What is required — Transcribe exactly the lines that fall between the one holding "Write the network" and the one holding "Please list the", inclusive, from the entries below.

■ ■ ■

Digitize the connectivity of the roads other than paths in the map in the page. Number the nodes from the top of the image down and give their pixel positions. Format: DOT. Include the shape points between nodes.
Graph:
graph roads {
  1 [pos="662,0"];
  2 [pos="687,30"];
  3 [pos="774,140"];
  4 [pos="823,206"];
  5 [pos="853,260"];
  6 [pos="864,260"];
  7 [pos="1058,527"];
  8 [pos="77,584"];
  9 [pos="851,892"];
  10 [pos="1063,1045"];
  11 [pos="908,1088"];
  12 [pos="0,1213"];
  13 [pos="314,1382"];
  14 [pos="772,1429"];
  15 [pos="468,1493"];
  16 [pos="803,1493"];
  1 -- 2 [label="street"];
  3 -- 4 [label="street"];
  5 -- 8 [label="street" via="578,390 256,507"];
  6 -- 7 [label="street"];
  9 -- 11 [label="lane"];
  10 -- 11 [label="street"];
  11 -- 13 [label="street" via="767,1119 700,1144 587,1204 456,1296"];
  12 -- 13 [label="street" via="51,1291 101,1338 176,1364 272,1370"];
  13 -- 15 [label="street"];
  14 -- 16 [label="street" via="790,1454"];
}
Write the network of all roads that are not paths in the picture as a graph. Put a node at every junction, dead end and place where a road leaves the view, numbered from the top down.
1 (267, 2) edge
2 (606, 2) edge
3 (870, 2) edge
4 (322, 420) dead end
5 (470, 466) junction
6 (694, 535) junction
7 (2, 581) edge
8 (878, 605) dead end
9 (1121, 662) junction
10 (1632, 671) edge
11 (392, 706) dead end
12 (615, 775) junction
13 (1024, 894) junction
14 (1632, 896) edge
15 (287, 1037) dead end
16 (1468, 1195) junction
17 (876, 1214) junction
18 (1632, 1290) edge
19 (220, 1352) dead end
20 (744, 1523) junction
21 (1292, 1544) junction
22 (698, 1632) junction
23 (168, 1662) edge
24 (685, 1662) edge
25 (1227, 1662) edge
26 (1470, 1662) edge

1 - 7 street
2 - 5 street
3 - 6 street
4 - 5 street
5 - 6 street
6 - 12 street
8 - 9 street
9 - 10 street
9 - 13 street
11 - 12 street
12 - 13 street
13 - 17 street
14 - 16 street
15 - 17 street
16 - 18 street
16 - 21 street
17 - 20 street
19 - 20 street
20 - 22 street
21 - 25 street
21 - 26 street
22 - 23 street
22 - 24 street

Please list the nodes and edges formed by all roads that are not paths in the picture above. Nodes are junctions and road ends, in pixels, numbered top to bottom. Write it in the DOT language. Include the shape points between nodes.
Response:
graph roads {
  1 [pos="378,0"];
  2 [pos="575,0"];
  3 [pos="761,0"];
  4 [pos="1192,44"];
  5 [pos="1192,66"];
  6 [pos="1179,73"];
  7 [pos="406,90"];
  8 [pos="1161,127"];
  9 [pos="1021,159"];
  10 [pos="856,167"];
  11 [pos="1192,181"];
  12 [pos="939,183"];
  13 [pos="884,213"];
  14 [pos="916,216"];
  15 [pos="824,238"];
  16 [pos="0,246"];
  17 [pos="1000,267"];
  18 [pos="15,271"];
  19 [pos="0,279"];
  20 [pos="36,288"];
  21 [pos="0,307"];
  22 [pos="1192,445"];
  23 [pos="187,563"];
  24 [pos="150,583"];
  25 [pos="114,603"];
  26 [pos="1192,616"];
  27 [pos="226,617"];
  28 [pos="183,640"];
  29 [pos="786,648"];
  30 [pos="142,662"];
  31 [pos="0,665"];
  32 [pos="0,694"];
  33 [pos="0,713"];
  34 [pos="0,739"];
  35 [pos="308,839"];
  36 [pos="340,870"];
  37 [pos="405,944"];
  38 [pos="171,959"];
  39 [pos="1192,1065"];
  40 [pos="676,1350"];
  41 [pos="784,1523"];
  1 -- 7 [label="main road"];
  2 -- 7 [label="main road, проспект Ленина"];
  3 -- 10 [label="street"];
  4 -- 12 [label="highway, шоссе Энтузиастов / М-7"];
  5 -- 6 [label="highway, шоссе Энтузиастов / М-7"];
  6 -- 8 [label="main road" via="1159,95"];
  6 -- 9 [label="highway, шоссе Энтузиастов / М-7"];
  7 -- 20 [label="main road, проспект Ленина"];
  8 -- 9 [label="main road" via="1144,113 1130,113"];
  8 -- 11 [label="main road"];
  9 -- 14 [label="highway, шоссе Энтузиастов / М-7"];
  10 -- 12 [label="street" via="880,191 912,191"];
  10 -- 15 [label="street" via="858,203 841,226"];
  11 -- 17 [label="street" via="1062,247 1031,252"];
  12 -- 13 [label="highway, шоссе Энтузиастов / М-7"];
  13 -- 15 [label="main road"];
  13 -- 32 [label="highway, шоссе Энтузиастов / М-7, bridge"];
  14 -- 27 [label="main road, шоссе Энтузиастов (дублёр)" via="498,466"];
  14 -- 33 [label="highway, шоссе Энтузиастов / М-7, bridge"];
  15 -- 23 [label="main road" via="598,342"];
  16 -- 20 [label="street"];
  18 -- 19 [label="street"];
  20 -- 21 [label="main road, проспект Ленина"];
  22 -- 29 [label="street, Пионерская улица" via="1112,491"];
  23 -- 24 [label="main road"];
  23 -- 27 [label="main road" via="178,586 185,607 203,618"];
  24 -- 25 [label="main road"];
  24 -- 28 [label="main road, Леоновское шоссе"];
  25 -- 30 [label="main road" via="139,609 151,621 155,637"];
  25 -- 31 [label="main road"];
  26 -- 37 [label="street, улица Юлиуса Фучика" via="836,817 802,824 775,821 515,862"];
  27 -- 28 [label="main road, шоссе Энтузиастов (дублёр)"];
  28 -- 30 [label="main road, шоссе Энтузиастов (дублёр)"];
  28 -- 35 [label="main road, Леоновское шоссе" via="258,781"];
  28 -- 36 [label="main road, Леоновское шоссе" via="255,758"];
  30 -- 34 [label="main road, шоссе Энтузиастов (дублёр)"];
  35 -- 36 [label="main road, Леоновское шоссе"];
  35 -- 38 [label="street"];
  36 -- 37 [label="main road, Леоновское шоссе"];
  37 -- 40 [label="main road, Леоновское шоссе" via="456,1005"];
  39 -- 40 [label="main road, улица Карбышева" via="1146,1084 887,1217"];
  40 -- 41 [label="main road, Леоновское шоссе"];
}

■ ■ ■

Output of the exercise —
Write the network of all roads that are not paths in the picture as a graph. Put a node at every junction, dead end and place where a road leaves the view, numbered from the top down.
1 (267, 2) edge
2 (606, 2) edge
3 (870, 2) edge
4 (322, 420) dead end
5 (470, 466) junction
6 (694, 535) junction
7 (2, 581) edge
8 (878, 605) dead end
9 (1121, 662) junction
10 (1632, 671) edge
11 (392, 706) dead end
12 (615, 775) junction
13 (1024, 894) junction
14 (1632, 896) edge
15 (287, 1037) dead end
16 (1468, 1195) junction
17 (876, 1214) junction
18 (1632, 1290) edge
19 (220, 1352) dead end
20 (744, 1523) junction
21 (1292, 1544) junction
22 (698, 1632) junction
23 (168, 1662) edge
24 (685, 1662) edge
25 (1227, 1662) edge
26 (1470, 1662) edge

1 - 7 street
2 - 5 street
3 - 6 street
4 - 5 street
5 - 6 street
6 - 12 street
8 - 9 street
9 - 10 street
9 - 13 street
11 - 12 street
12 - 13 street
13 - 17 street
14 - 16 street
15 - 17 street
16 - 18 street
16 - 21 street
17 - 20 street
19 - 20 street
20 - 22 street
21 - 25 street
21 - 26 street
22 - 23 street
22 - 24 street

Please list the nodes and edges formed by all roads that are not paths in the picture above. Nodes are junctions and road ends, in pixels, numbered top to bottom. Write it in the DOT language. Include the shape points between nodes.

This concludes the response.